Sparton Corporation Shareholders Approve Merger with Ultra Electronics

Sparton Corporation (NYSE:SPA) announced that at a special meeting of Sparton shareholders held earlier today, the shareholders approved the adoption of the previously announced Agreement and Plan of Merger dated as of July 7, 2017 by and among Sparton, Ultra Electronics Holdings plc and Ultra Electronics Aneira Inc. The transaction remains subject to certain other customary closing conditions and the parties continue to work towards completion of the transaction.

About Sparton Corporation

Sparton Corporation (NYSE:SPA), now in its 118th year, is a provider of complex and sophisticated electromechanical devices with capabilities that include concept development, industrial design, design and manufacturing engineering, production, distribution, field service, and refurbishment. The primary markets served are Medical & Biotechnology, Military & Aerospace, and Industrial & Commercial. Headquartered in Schaumburg, IL, Sparton currently has thirteen manufacturing locations and engineering design centers worldwide. Sparton’s Web site may be accessed at http://www.sparton.com/.

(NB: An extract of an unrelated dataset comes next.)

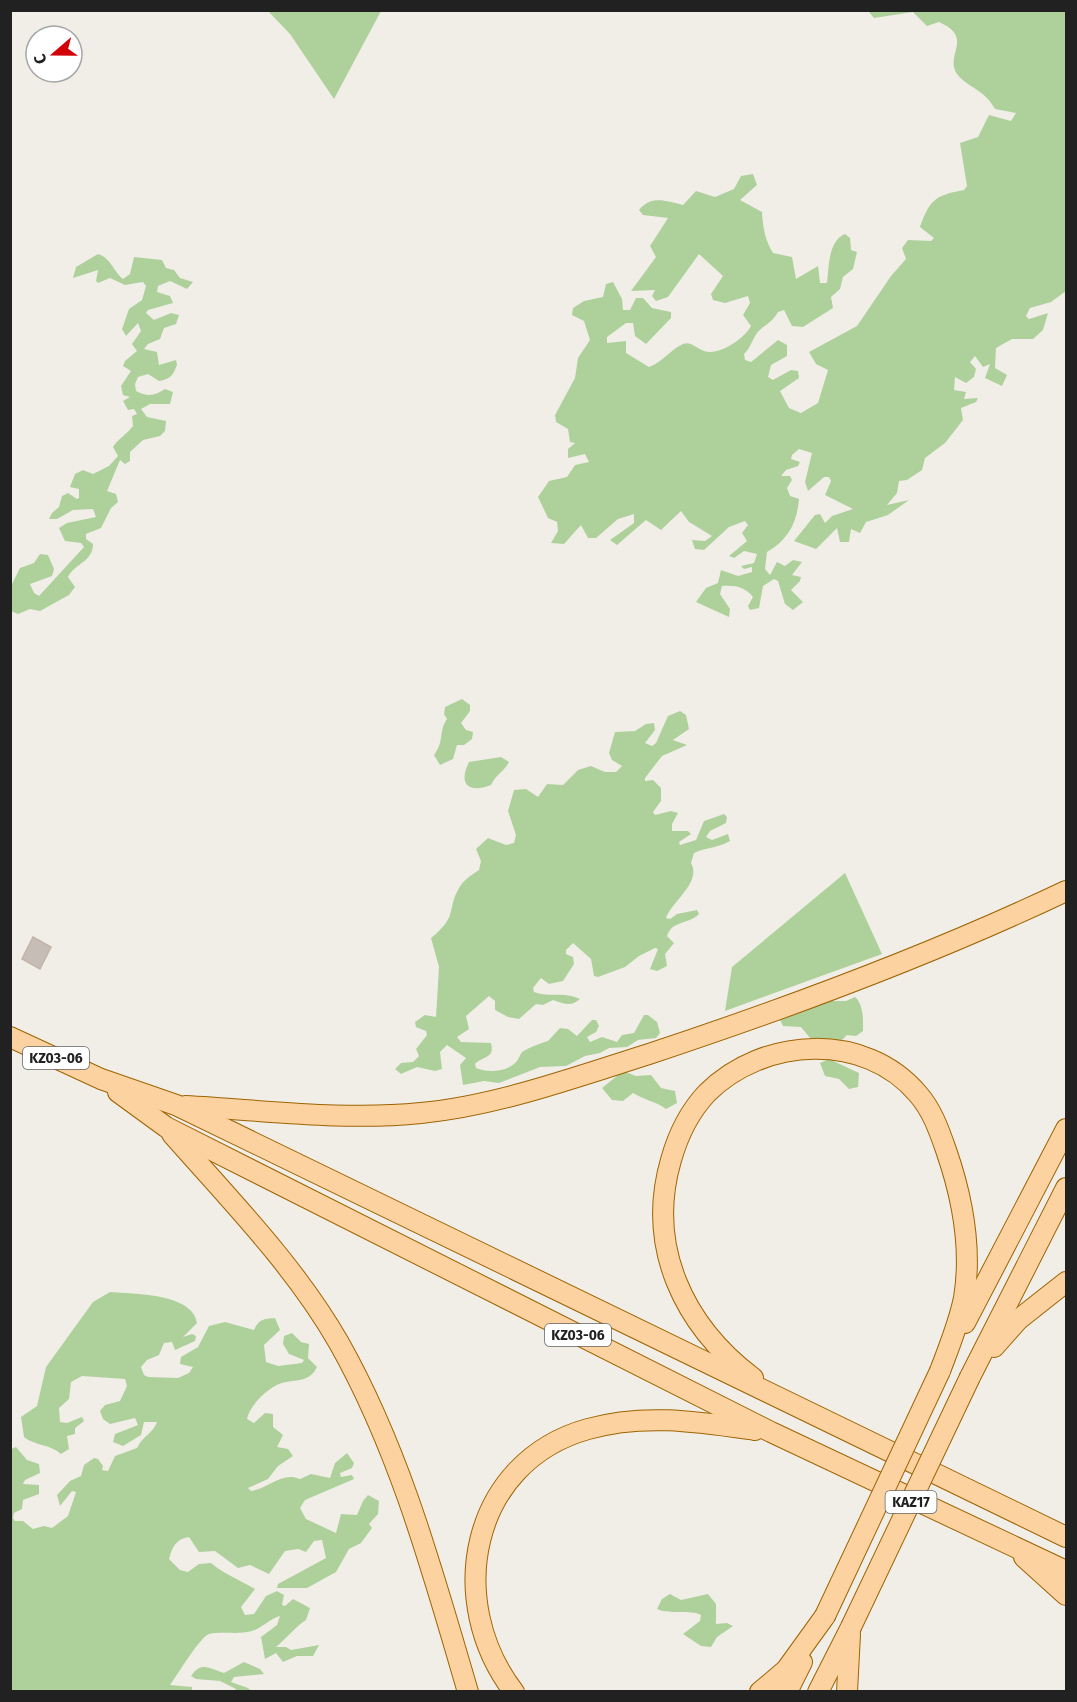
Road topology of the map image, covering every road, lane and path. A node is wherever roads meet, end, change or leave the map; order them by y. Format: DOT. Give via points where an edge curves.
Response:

Safe Harbor and Fair Disclosure Statement

Safe Harbor statement under the Private Securities Litigation Reform Act of 1995: To the extent any statements made in this release contain information that is not historical, these statements are essentially forward-looking and are subject to risks and uncertainties, including the difficulty of predicting future results, the regulatory environment, fluctuations in operating results and other risks detailed from time to time in Sparton’s filings with the Securities and Exchange Commission (SEC). The matters discussed in this press release may also involve risks and uncertainties concerning Sparton’s services described in Sparton’s filings with the SEC. In particular, see the risk factors described in Sparton’s most recent Form 10K. Sparton assumes no obligation to update the forward-looking information contained in this press release.